Question 3 True / False
Every prime p ≡ 1 (mod 4) can be written as a sum of two squares.
TTrue
FFalse
Answer: True
This is part of Fermat's theorem on sums of two squares. Primes p ≡ 1 (mod 4) split in the Gaussian integers: p = π · π̄ where π = a + bi is a Gaussian prime with |π|² = a² + b² = p. Examples: 5 = 1² + 2², 13 = 2² + 3², 17 = 1² + 4², 29 = 2² + 5². The splitting behavior is controlled by quadratic reciprocity: −1 is a quadratic residue mod p exactly when p ≡ 1 (mod 4), which is what allows ℤ[i] to factor p. Primes p ≡ 3 (mod 4) are inert and never split, so they cannot be sums of two squares.
Question 4 True / False
The number 63 = 3² × 7 can seldom be expressed as a sum of two squares, because both 3 and 7 are congruent to 3 mod 4.
TTrue
FFalse
Answer: False
The theorem requires that *every* prime p ≡ 3 (mod 4) appear to an even power. Here 3 appears to the power 2 (even) — this is allowed. But 7 ≡ 3 (mod 4) appears to the power 1 (odd) — this blocks representability. So 63 cannot be a sum of two squares, but *not* because both primes are ≡ 3 mod 4. It fails because 7 appears to an odd power. If 63 = 3² × 7 fails but 45 = 3² × 5 succeeds, the question is about the specific prime 7 appearing to an odd power. The statement's reasoning ('because both are ≡ 3 mod 4') is wrong even though the conclusion (not representable) happens to be right.
Question 5 Short Answer
Why do primes p ≡ 3 (mod 4) block the representation of n as a sum of two squares when they appear to an odd power, but not when they appear to an even power? Use the Gaussian integer framework.

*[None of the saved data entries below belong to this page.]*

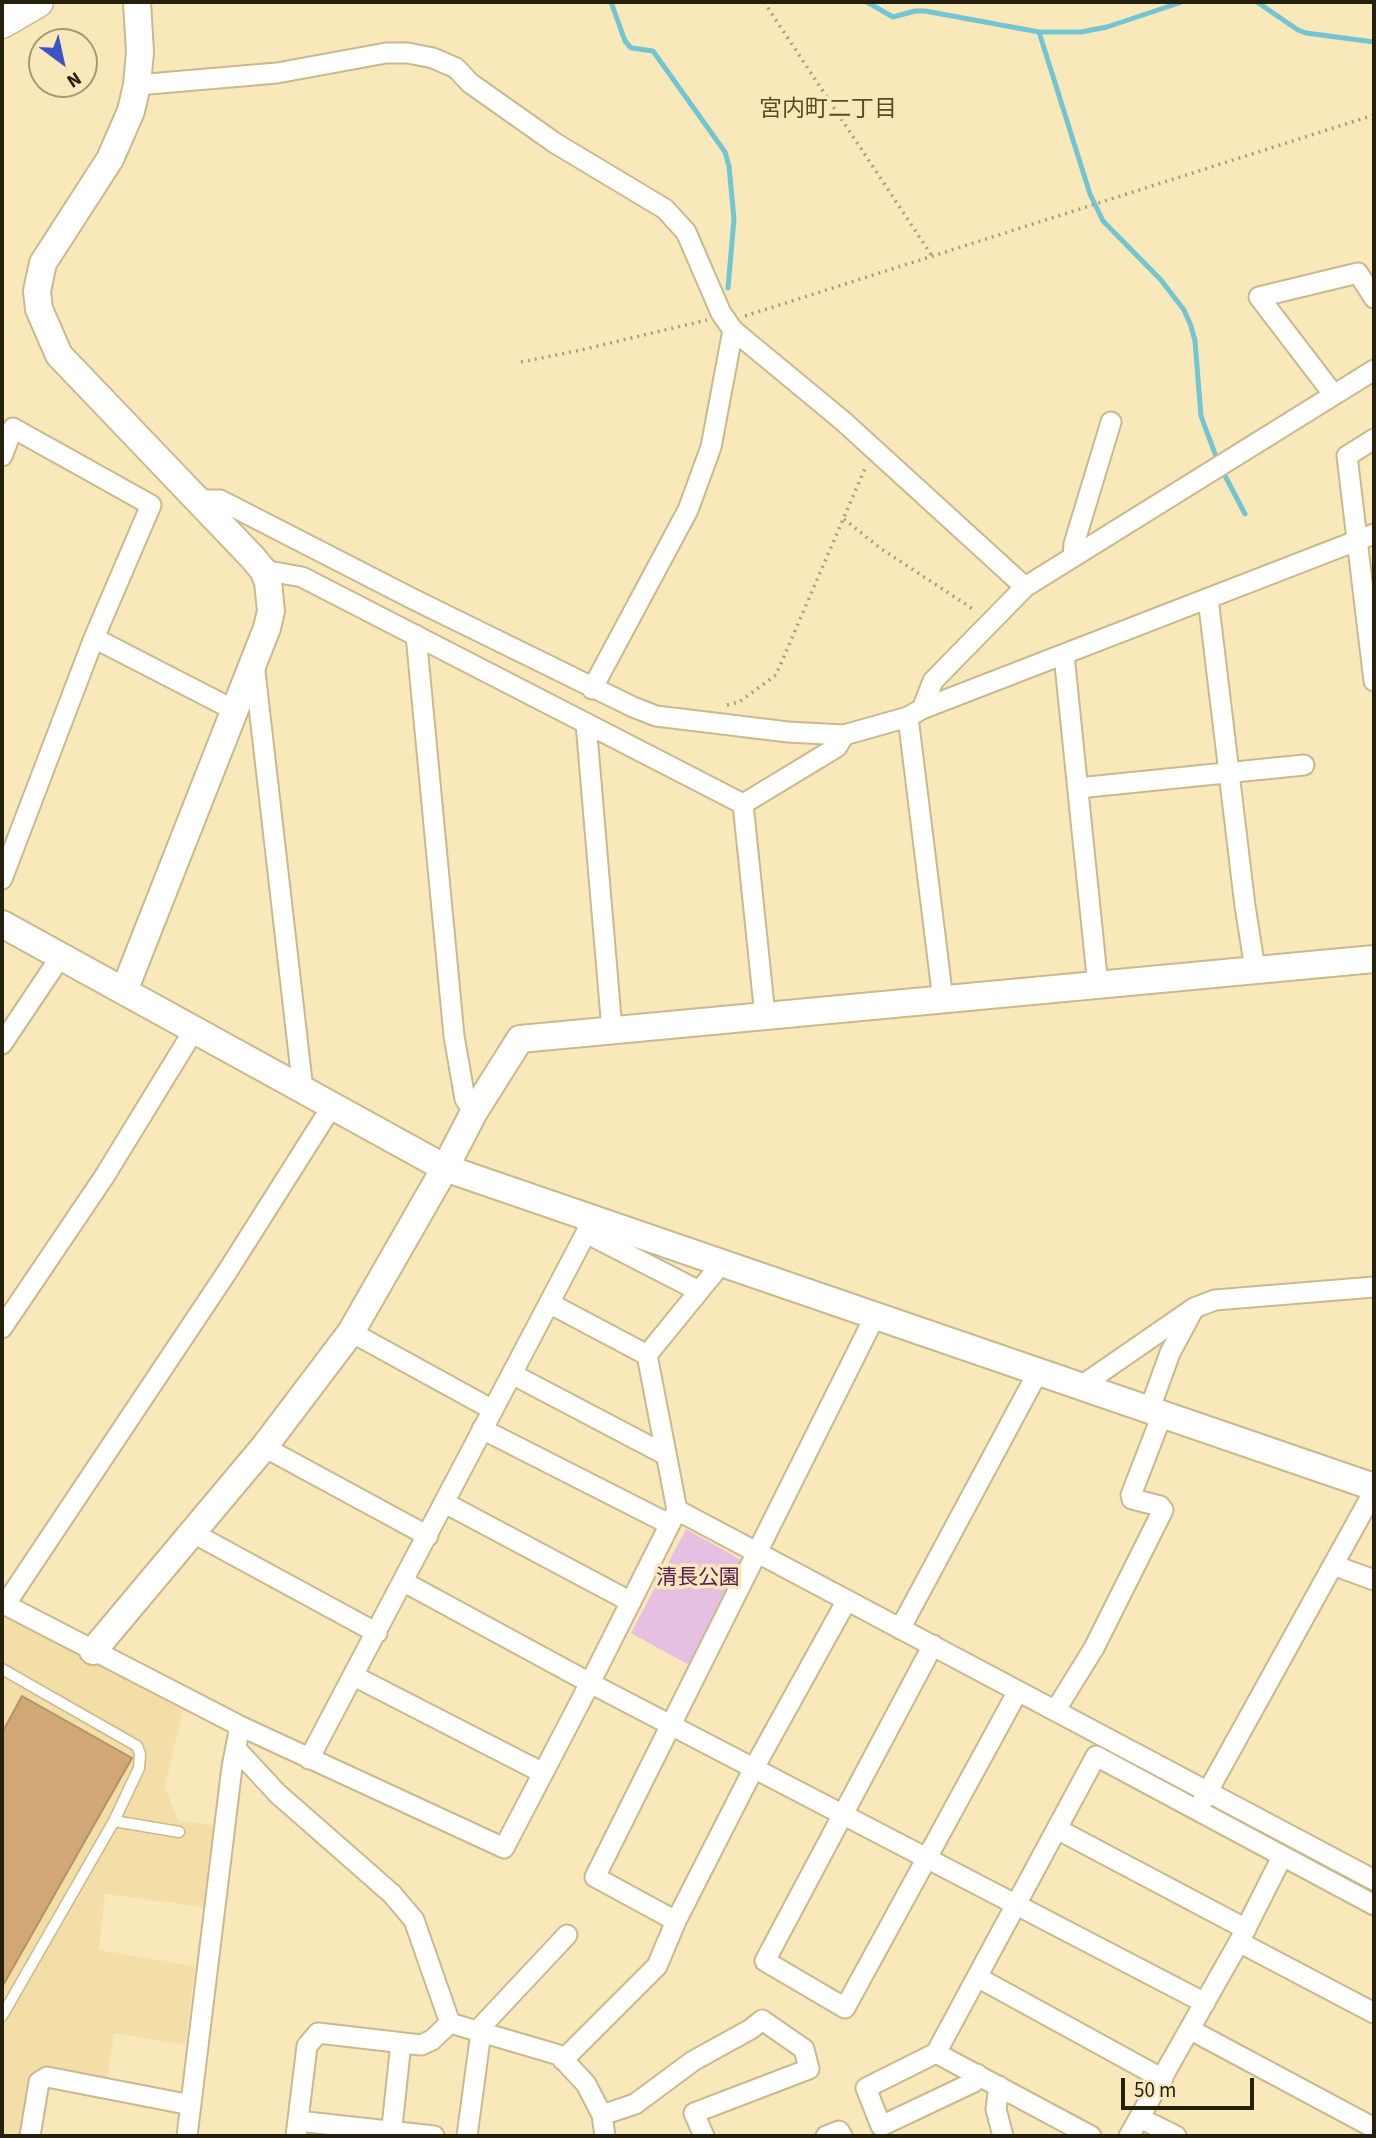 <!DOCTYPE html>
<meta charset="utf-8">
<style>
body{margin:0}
#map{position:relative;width:1376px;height:2138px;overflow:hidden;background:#f9e8ba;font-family:"Source Sans 3",sans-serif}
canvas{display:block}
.frame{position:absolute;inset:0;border:4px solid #251f0d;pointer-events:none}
.north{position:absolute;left:28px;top:28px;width:70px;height:70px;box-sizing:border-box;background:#f9e8ba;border:2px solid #a49875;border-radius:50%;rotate:147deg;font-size:19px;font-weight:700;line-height:28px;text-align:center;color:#251f0d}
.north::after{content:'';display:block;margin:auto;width:24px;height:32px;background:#3d54c7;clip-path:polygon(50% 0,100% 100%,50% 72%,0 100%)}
.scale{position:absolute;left:1121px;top:2078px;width:133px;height:32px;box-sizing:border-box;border:4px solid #251f0d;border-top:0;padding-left:9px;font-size:21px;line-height:24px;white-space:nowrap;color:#251f0d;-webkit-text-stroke:5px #f9e8ba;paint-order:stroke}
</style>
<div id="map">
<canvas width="1376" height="2138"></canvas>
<div class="frame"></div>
<div class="north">N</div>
<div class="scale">50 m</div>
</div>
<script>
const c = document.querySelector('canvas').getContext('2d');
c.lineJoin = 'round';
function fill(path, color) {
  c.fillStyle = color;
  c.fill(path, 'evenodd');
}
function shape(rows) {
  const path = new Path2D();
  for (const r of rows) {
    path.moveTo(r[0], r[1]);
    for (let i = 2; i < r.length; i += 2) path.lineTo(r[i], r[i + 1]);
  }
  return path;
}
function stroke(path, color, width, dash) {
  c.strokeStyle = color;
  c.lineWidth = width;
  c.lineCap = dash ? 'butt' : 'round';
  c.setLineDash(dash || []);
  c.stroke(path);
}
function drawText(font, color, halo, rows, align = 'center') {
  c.font = font + ' "Source Sans 3","Noto Sans JP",sans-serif';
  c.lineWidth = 7;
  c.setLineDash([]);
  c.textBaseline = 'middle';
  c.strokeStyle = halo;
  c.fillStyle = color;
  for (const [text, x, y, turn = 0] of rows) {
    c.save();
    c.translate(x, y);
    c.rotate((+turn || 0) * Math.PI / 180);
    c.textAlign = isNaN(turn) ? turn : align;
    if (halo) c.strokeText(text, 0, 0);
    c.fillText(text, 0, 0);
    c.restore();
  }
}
const built = shape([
 [2,1614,183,1710,165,1787,178,1821,216,1825,205,1907,105,1894,99,1950,195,1966,185,2045,114,2033,107,2082,36,2070,23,2136,2,2136]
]);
const green = shape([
 [686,1529,745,1562,689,1665,631,1633]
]);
const stream = shape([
 [611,2,625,41,631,48,653,51,725,152,729,166,734,219,728,288],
 [867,2,893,17,915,11,925,11,1039,32,1081,32,1107,27,1182,2],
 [1257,2,1298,30,1306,33,1374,42],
 [1039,32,1090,194,1103,221,1161,280,1184,310,1191,326,1195,341,1201,416,1218,462],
 [1222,470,1245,514]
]);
const building = shape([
 [22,1696,132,1758,2,1987,2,1733,22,1696]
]);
const path = shape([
 [764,2,932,256],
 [745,316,1374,115],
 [521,362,581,350,707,320],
 [844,519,880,548,976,611],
 [727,705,739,702,776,675,866,466]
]);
const lane = shape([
 [2,1669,137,1746,140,1754,139,1768,114,1821,2,2016],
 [114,1821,179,1832]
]);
const street = shape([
 [137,85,277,73,386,53,408,53,433,58,456,68,470,83,555,143,665,209,686,232,721,313,733,330,843,421,1025,587],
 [1334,395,1259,297,1358,273,1374,298],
 [1374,439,1347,456,1374,681],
 [2,456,13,428,151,505,94,638,2,879],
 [200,500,220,500,413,599,633,707,656,716,788,732,844,735,908,717,922,709,1374,534],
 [1073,557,1074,544,1111,422],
 [263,570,302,577,743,804],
 [1208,598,1245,906,1255,969],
 [416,635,454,1036,465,1099,474,1112],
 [94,638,234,710],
 [1064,655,1098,986],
 [254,663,303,1090],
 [592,689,688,510,711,447,733,330],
 [922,709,933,681,1025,587,1374,370],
 [908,717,943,1000],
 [586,723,612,1030],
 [1078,788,1304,765],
 [765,1016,743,804,837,747,844,735],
 [2,1044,61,956],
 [586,1233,699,1291],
 [549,1303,647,1355],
 [2,1328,104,1177,194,1030],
 [351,1332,493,1410],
 [512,1374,666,1455],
 [1081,1386,1194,1308,1215,1300,1374,1287],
 [1149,1411,1170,1353,1192,1312],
 [482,1429,669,1524],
 [264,1447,428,1536],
 [445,1503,631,1602],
 [677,1510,1374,1880],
 [193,1533,377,1633],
 [1333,1565,1374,1580],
 [404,1582,590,1683,1205,2003],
 [847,1600,754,1768,676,1921,595,1877,875,1316],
 [2,1603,240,1726,504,1848,590,1683,677,1510,647,1355,722,1263],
 [5,1605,227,1272,332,1106],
 [900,1629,1038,1372],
 [933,1645,765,1961,845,2008,1018,1691],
 [354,1676,543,1773],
 [1055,1711,1094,1648,1163,1510,1160,1506,1132,1499,1131,1495,1162,1415],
 [237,1750,278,1794,392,1894,414,1920,450,2023],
 [309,1759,586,1233,590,1218],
 [1202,1802,1374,1491],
 [1057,1829,1246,1929],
 [1239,1942,1374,2013],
 [977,1977,1163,2079],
 [450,2023,559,2055,586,2084,602,2115,605,2136],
 [1191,2030,1374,2128],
 [477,2031,567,1935],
 [936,2053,1091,2136],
 [563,2060,657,1966,676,1921],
 [977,2074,974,2082,881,2126,866,2088,936,2053,1096,1756,1374,1905],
 [999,2086,996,2109,1003,2136],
 [602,2115,635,2104,693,2061,751,2029,762,2020,804,2049,809,2069,694,2113,704,2136],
 [1140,2118,1176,2136],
 [298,2121,434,2136],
 [30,2136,39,2082,47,2077,191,2105],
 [187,2136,232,1767,240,1726],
 [296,2136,307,2046,318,2033,421,2045,432,2040,450,2023],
 [391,2136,401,2043],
 [467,2136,481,2032],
 [826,2136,839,2131,842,2136],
 [1129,2136,1239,1942,1282,1857]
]);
const secondary = shape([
 [2,924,445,1168,1374,1487],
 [124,991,267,628,271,611,268,582,263,570,253,558,59,355,39,309,37,291,43,263,110,159,131,111,137,85,140,52,137,2],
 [93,1651,264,1447,351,1332,445,1168,474,1112,520,1039,1374,959]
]);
const primary = shape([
 [2,23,38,2]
]);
const parkNames = [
 ["清長公園",698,1579]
];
const neighbourhoodNames = [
 ["宮内町二丁目",828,111]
];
fill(built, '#f3dea8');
fill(green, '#e6c0e2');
stroke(stream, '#74c5d4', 5);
fill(building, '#d1a775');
stroke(building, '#b2926e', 2);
stroke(lane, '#c9b98c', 13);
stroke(street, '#c9b98c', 23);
stroke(secondary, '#c9b98c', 30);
stroke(primary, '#c9b98c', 33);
stroke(path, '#ab9e7a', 3.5, [2, 5]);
stroke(lane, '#fff', 10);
stroke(street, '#fff', 19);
stroke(secondary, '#fff', 26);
stroke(primary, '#fff', 30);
drawText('21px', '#5a2057', '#f9e8ba', parkNames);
drawText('23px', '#5a4b20', '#f9e8ba', neighbourhoodNames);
</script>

Think about your answer, then reveal below.
Model answer: In ℤ[i], primes p ≡ 3 (mod 4) are inert — they remain prime and do not split. This means p cannot be written as N(π) = a² + b² for any Gaussian integer π. When p appears to an odd power in n, the factorization of n in ℤ[i] contains a factor of p that cannot be paired with its conjugate, so n cannot be expressed as a norm N(α) = a² + b². But when p appears to an even power, two copies of p together give p² = (p + 0i)(p − 0i), which is a norm (N(p) = p²), and this can contribute to a representation of n. The even-power condition is exactly what allows the inert primes to 'cancel out' and leave n as a norm.
The Gaussian integer framework reveals why the condition is about even vs. odd powers, not just about which primes appear. Each inert prime must appear in matched pairs to be expressible as a norm. One unpaired inert prime leaves a factor that lives in ℤ[i] only as an integer (no complex part), preventing the overall expression as a² + b² with b ≠ 0. This is why 9 = 3² = 3² + 0² barely works (as a trivial square) while 3 itself cannot be written as a sum of two squares in a nontrivial way.